Elon Musk has now purged roughly half of Twitter’s 7,500 employee base, leaving whole teams totally or near completely gutted, including those tasked with defending against election misinformation ahead of the US midterms next week,

The  Verge is a left-leaning tech website making one wonder what they would consider “misinformation.” Based on Musk’s tweets about the layoffs, the staff reduction had nothing to do with the midterms:

He also promised that despite the layoffs, Twitter would continue to moderate its content.

If the pre-election timing was done on purpose, it reflects a different approach than Facebook. Instead of firing half, of its staff before an election, Facebook blocks the accounts of half of the conservative users of their platform.
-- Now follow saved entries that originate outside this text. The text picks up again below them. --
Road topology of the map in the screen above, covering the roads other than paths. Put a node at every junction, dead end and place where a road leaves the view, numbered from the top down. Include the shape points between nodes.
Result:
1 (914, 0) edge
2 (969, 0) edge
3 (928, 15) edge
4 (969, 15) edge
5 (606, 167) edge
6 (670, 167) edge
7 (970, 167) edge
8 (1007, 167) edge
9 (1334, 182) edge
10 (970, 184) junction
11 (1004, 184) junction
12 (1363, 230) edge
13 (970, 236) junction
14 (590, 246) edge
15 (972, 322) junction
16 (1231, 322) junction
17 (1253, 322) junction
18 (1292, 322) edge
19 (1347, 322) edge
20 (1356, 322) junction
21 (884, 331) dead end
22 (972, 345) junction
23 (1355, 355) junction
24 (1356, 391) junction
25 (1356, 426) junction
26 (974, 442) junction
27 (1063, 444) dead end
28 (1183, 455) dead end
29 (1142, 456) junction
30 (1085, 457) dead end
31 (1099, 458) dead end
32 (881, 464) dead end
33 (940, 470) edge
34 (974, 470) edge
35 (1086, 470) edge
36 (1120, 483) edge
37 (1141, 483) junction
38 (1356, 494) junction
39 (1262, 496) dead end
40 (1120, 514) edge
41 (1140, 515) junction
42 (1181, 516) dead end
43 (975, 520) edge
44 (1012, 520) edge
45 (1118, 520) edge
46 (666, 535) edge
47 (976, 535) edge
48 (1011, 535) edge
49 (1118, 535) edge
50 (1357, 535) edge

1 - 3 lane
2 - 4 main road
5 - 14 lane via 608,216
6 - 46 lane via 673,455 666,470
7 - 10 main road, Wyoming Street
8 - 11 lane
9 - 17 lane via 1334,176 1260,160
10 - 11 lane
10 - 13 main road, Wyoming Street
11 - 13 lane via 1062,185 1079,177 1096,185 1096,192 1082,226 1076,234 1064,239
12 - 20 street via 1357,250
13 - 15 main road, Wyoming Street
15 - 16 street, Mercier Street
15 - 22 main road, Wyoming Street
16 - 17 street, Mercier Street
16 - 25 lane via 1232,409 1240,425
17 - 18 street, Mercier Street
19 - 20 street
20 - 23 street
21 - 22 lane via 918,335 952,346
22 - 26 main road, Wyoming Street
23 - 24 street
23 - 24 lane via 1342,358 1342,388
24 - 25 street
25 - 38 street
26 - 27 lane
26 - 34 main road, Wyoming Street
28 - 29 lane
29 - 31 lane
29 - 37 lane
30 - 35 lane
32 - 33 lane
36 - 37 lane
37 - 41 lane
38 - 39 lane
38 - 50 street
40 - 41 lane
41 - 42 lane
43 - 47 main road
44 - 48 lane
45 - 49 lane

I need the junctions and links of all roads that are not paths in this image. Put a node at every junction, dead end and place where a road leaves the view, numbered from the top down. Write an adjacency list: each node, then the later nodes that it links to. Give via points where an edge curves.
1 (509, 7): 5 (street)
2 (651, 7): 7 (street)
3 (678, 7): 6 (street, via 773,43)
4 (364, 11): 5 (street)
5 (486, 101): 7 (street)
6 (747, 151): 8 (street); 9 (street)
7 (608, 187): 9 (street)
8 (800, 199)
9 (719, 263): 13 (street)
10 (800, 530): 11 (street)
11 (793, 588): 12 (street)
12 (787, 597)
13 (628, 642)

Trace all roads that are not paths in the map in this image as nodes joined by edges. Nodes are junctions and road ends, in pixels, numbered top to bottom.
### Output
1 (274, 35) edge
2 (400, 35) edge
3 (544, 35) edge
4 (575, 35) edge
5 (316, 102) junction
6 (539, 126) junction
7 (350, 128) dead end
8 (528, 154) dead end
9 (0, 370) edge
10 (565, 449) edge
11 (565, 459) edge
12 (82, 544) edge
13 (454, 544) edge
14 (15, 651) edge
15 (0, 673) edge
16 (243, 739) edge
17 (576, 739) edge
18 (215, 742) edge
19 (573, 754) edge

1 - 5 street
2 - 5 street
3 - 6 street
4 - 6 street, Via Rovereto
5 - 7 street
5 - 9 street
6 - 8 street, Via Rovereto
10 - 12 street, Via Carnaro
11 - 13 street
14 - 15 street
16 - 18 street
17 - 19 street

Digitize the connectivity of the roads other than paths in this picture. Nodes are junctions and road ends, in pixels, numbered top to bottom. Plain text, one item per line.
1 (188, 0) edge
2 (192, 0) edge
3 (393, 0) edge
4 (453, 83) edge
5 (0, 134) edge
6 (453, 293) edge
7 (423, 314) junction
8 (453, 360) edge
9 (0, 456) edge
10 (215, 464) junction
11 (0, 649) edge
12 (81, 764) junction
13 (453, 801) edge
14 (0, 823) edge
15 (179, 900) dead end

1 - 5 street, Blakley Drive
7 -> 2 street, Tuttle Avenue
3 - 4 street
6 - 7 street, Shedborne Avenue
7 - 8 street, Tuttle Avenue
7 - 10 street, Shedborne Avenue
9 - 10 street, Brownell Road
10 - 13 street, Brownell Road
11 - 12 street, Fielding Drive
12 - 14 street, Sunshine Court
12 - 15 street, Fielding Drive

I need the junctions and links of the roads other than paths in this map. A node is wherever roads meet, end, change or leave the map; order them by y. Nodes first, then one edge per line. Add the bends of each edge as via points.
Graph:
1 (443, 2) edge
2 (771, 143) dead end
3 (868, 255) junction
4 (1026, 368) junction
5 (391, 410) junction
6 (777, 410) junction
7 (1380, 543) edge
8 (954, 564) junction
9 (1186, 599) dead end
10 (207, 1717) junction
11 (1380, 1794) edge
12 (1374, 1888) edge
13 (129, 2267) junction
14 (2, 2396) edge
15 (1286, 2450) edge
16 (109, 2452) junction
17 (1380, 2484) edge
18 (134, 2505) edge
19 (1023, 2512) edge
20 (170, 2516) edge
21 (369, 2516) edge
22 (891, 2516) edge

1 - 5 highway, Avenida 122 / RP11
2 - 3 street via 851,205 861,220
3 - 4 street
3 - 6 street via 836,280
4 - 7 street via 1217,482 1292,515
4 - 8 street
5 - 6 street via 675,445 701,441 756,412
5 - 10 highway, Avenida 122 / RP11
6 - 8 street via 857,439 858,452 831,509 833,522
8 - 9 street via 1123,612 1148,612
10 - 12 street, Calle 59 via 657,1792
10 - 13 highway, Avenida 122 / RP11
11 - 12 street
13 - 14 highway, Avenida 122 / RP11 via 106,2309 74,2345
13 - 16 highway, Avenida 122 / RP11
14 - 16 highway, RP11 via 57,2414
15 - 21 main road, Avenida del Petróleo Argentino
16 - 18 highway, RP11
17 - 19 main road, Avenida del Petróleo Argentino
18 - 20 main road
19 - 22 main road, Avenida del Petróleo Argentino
Twitter is trying to assure politicians and other potential advertisers that content moderation won’t suffer;

On Friday evening, Yoel Roth, the Head of Safety & Integrity at the company, tweeted that cuts in his group were much lighter — only 15% — compared to the 50% headcount reduction across the wider organization. “Our core moderation capabilities remain in place,” Roth said, adding that “our efforts on election integrity — including harmful misinformation that can suppress the vote and combatting state-backed information operations — remain a top priority.”

There was one more question that needed to be answered on layoff day. Elon Musk is a very creative person. I wonder if he found a unique method of telling people they were unemployed. One of the laid-off people explained it to me. Twitter did issue creative pink slips, but they were as shocking as they were creative.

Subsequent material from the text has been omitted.